WORK ITEM: Leave out the pictures and copy everything else in the entries exactly.

RECORDS FOR PROCESSING:

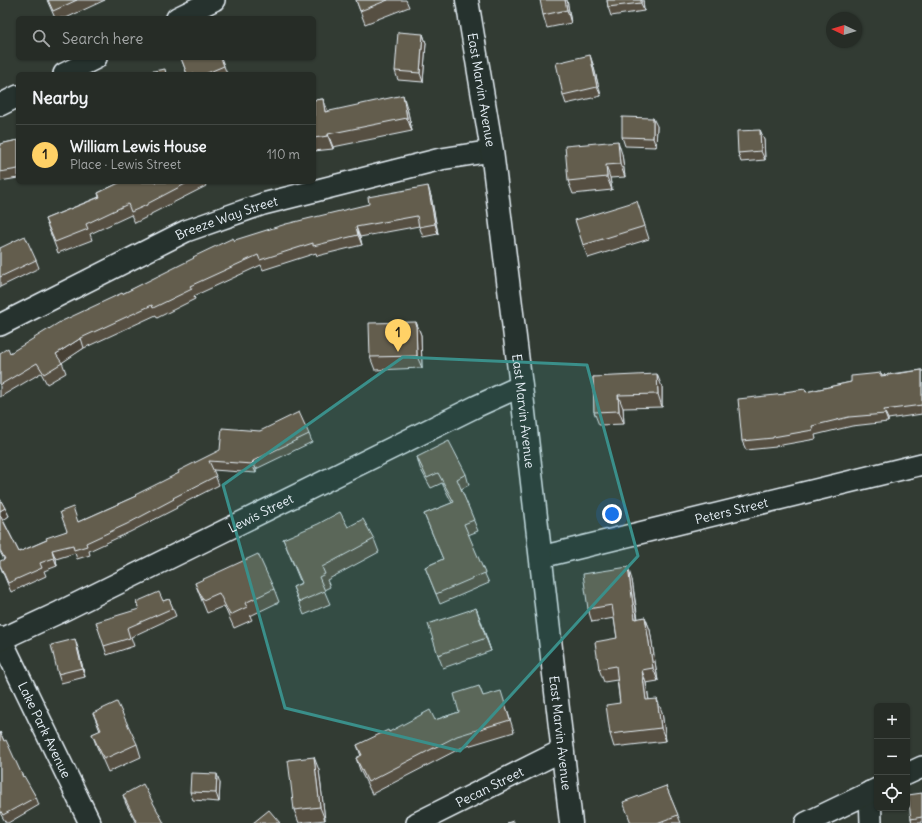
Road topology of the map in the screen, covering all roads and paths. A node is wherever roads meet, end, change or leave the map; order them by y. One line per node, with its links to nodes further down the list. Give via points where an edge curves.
1 (214, 0): 3 (street)
2 (466, 0): 8 (main road, East Marvin Avenue)
3 (181, 16)
4 (92, 60): 5 (street)
5 (68, 72)
6 (16, 97): 7 (street)
7 (0, 105)
8 (492, 151): 9 (street, Breeze Way Street, via 440,159 271,202 186,231); 10 (main road, East Marvin Avenue)
9 (0, 325)
10 (521, 386): 12 (main road, East Marvin Avenue); 13 (street, Lewis Street)
11 (922, 464): 12 (street, Peters Street)
12 (541, 557): 14 (main road, East Marvin Avenue)
13 (0, 639): 18 (street, Lake Park Avenue)
14 (563, 750): 19 (street, Pecan Street); 20 (main road, East Marvin Avenue)
15 (922, 767): 16 (street)
16 (910, 773)
17 (873, 790): 21 (street); 22 (street)
18 (90, 823)
19 (417, 823)
20 (571, 823)
21 (806, 823)
22 (871, 823)

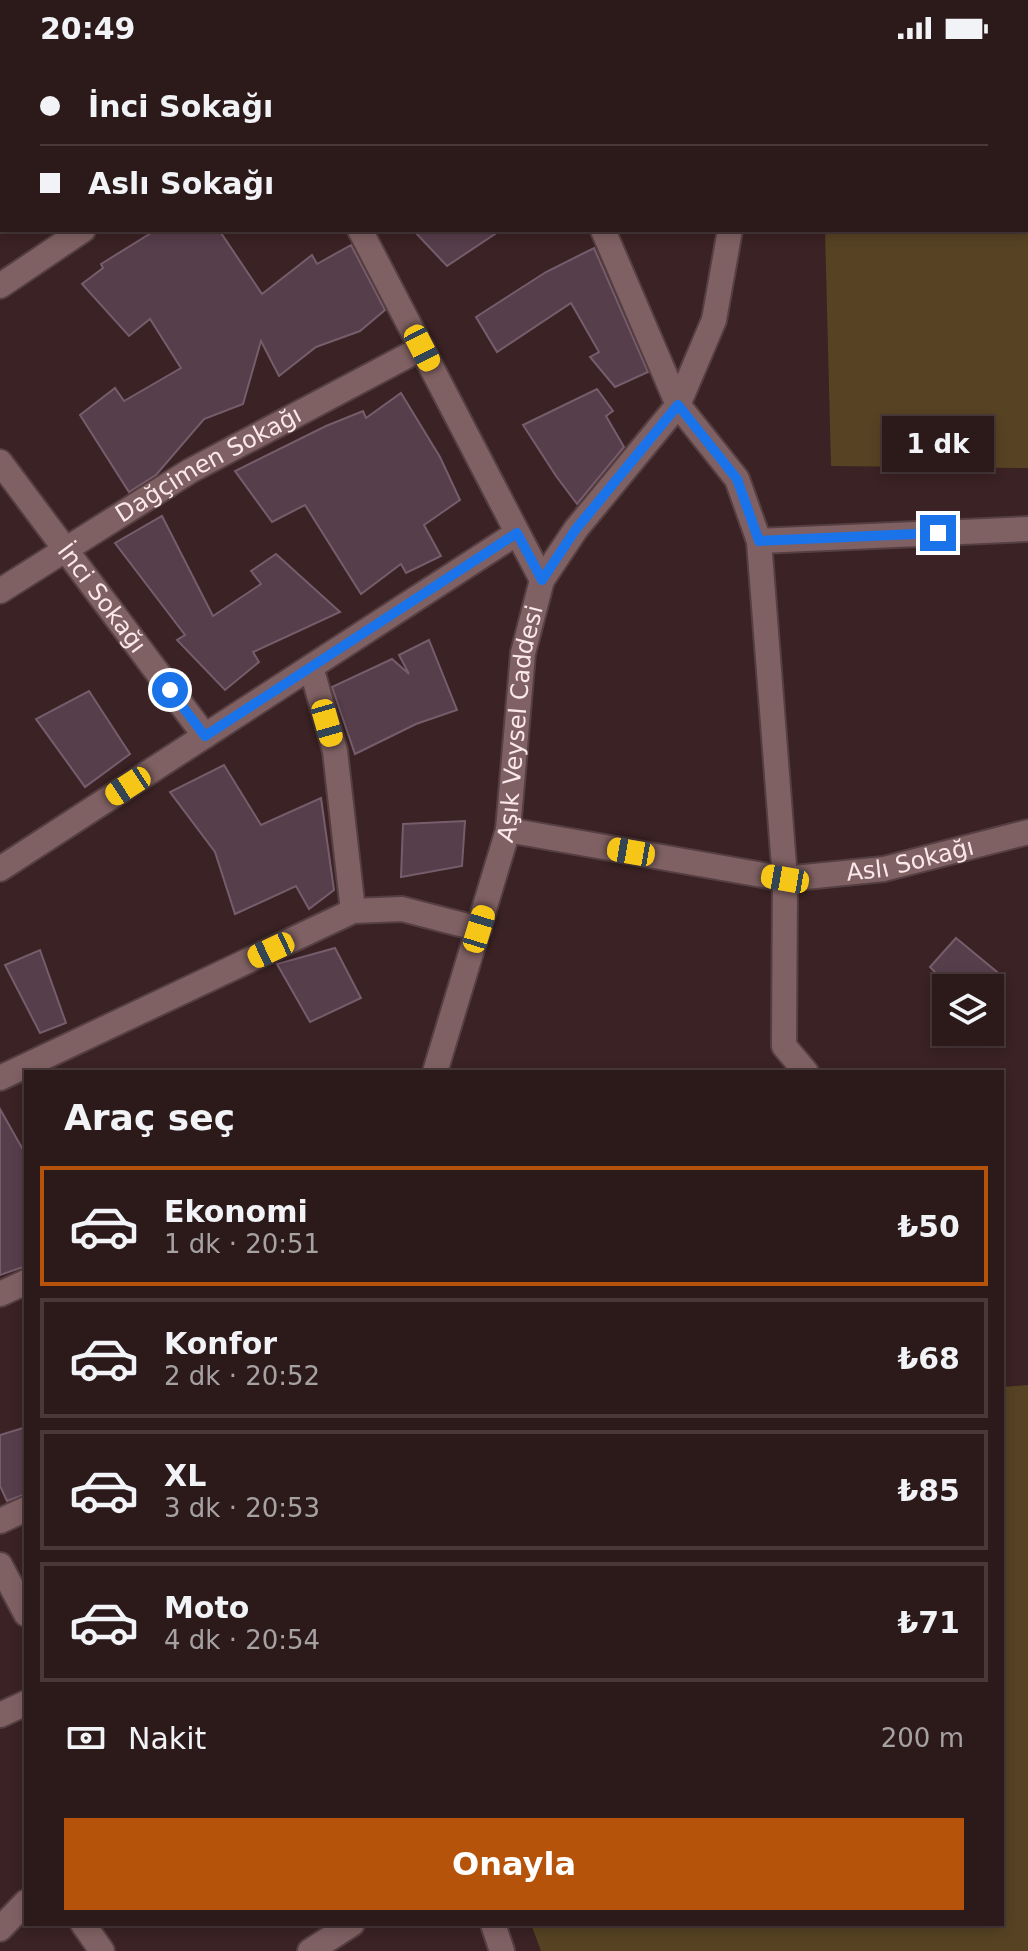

TASK SOLUTION:
Road topology of the map in the screen, covering all roads and paths. A node is wherever roads meet, end, change or leave the map; order them by y. One line per node, with its links to nodes further down the list. Give via points where an edge curves.
1 (214, 0): 3 (street)
2 (466, 0): 8 (main road, East Marvin Avenue)
3 (181, 16)
4 (92, 60): 5 (street)
5 (68, 72)
6 (16, 97): 7 (street)
7 (0, 105)
8 (492, 151): 9 (street, Breeze Way Street, via 440,159 271,202 186,231); 10 (main road, East Marvin Avenue)
9 (0, 325)
10 (521, 386): 12 (main road, East Marvin Avenue); 13 (street, Lewis Street)
11 (922, 464): 12 (street, Peters Street)
12 (541, 557): 14 (main road, East Marvin Avenue)
13 (0, 639): 18 (street, Lake Park Avenue)
14 (563, 750): 19 (street, Pecan Street); 20 (main road, East Marvin Avenue)
15 (922, 767): 16 (street)
16 (910, 773)
17 (873, 790): 21 (street); 22 (street)
18 (90, 823)
19 (417, 823)
20 (571, 823)
21 (806, 823)
22 (871, 823)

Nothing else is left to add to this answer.